> _Task to complete_
Comb through the entries for "numbered" and pull out each line that holds it.

=== Given entries ===

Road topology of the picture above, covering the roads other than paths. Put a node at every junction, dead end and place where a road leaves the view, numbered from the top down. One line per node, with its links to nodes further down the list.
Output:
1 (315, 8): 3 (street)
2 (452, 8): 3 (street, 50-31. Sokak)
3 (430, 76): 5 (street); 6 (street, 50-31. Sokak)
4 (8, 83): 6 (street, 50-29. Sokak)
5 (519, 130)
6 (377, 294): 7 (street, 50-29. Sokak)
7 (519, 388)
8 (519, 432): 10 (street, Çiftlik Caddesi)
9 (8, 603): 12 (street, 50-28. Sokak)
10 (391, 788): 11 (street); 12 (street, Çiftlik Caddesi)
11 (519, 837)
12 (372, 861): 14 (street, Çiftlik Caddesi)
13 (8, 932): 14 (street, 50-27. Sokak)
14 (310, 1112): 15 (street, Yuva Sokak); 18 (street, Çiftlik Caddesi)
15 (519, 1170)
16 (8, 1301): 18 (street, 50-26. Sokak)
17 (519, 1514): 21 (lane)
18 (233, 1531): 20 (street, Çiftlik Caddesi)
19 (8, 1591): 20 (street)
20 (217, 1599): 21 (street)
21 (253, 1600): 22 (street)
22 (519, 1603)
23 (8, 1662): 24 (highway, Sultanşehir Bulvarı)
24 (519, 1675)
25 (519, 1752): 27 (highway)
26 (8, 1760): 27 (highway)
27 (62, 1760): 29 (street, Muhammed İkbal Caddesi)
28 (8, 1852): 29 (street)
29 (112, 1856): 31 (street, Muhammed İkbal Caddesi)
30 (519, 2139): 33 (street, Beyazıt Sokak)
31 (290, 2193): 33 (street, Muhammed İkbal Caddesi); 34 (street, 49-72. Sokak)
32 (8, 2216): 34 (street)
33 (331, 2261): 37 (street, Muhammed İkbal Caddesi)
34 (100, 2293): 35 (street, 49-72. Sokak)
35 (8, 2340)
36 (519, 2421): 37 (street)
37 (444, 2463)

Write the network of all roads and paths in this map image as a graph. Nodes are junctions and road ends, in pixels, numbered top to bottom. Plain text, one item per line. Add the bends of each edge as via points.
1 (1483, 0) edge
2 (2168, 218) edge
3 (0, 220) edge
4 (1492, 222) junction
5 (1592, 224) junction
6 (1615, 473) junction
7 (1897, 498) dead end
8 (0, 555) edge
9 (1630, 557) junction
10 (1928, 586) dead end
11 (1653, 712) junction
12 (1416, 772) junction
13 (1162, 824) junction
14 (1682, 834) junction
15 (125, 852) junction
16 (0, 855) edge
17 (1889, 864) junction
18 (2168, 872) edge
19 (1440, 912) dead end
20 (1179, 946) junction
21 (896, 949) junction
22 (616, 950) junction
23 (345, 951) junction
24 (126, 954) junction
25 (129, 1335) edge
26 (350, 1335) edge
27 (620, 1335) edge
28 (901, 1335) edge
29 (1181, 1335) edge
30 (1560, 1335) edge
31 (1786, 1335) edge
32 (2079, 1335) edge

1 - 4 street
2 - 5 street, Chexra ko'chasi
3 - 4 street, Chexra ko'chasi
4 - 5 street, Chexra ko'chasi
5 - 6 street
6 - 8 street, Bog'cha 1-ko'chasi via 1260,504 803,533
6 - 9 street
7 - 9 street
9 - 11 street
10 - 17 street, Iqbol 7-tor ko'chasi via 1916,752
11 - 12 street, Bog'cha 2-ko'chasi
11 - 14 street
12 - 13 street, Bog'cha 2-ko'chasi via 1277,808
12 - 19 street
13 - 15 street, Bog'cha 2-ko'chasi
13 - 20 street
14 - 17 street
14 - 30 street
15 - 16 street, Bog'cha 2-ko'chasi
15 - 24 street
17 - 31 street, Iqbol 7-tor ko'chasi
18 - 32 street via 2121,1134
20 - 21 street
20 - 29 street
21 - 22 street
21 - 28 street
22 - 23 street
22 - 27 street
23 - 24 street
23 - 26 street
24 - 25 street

===

> _Output below_
Road topology of the picture above, covering the roads other than paths. Put a node at every junction, dead end and place where a road leaves the view, numbered from the top down. One line per node, with its links to nodes further down the list.
Write the network of all roads and paths in this map image as a graph. Nodes are junctions and road ends, in pixels, numbered top to bottom. Plain text, one item per line. Add the bends of each edge as via points.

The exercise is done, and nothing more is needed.